Most small business owners put everything they have into
their businesses as they are growing them.
They are entrepreneurs, risk takers and are successful in part because
of their willingness to take on risk.
Along the way, they build net worth and value in their business. They also build a concentration in one stock,
the stock of their operating company, comprising a large percentage of their personal
net worth. For most business owners the
value in the stock of their operating company, along with the equity in their
homes, will represent the vast majority of their net worth.
For most businesses owners, developing this concentration is
almost impossible to avoid. For some it
is by design. Many years ago I was
touring a manufacturing operation with the owner who was giving me a tour of
his facilities. I asked him about other
investments he had and I referenced the stock market’s activity that day. We were up on the second floor of his
warehouse and he motioned with his arm toward the floor below and said “this is
my stock market”. He went on to tell me
he had no other investments and everything was in his business. Although that works as long as your business
works having most, if not all, of your eggs in one basket is generally a
dangerous endeavor.
It’s understood that in order to grow one’s business,
capital is required and retaining profit inside the company is essential to its
ongoing operations. The challenge comes
later in one’s career, as significant value in the business is accreted, to
diversify holdings such that the concentration your business represents in your
net worth is mitigated. There are no hard
and fast rules regarding how large this owner operated business concentration
should be. The goal to reduce the
portion that your business value represents as a percentage of your overall net
worth may not be achievable until your business hits the maturity stage of its
life cycle. That being said, the purpose
of this article is to bring the issue to the forefront and have the business
owner develop a plan to diversify away from this concentration.

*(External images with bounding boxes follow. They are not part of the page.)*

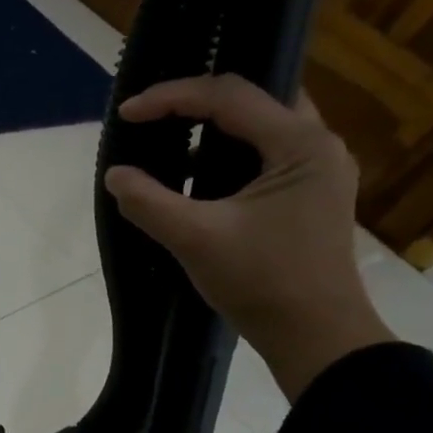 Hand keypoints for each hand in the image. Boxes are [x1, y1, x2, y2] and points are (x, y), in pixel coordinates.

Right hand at [103, 74, 393, 400]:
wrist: (316, 336)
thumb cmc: (262, 282)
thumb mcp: (196, 239)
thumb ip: (149, 202)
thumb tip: (115, 175)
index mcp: (300, 145)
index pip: (229, 96)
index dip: (172, 97)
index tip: (127, 113)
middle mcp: (318, 145)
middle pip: (253, 100)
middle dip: (198, 102)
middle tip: (154, 114)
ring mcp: (318, 171)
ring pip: (260, 128)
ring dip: (214, 130)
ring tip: (169, 140)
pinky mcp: (308, 196)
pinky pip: (263, 157)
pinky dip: (227, 157)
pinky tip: (196, 178)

A goal I have discussed with business owners is aiming for
the value of their business to comprise 25% or less of their total net worth. Any business owner, particularly a
construction firm, should seek diversification and mitigate any concentrations
in their net worth. There are a number
of ways, after your business has reached maturity, to take some of the chips
off the table. These options include
sale of minority stakes to key employees who desire, and are worthy of, equity
ownership, sale of non-voting stock (in order to retain control), ESOPs,
distributions of excess working capital (yes, this is still possible in 2012 in
select cases) just to name a few. The
option you choose will depend on your particular circumstances. Be sure to include the bond company and bank
in any discussion regarding your options.
You don’t ever want to do anything to adversely affect your ability to
obtain credit as you do your planning. As
always, consult with your trusted advisors as well.
We’ve all heard that the two of the strongest pillars of
wealth are 1) knowing how to make money and 2) knowing how to keep it. As I’ve cited before, the old saying goes all
contractors are one bad job away from going out of business. The execution of a plan for diversification is
essential in keeping a lifetime of work and wealth accumulation intact and
provides peace of mind allowing the entrepreneur to sleep easier.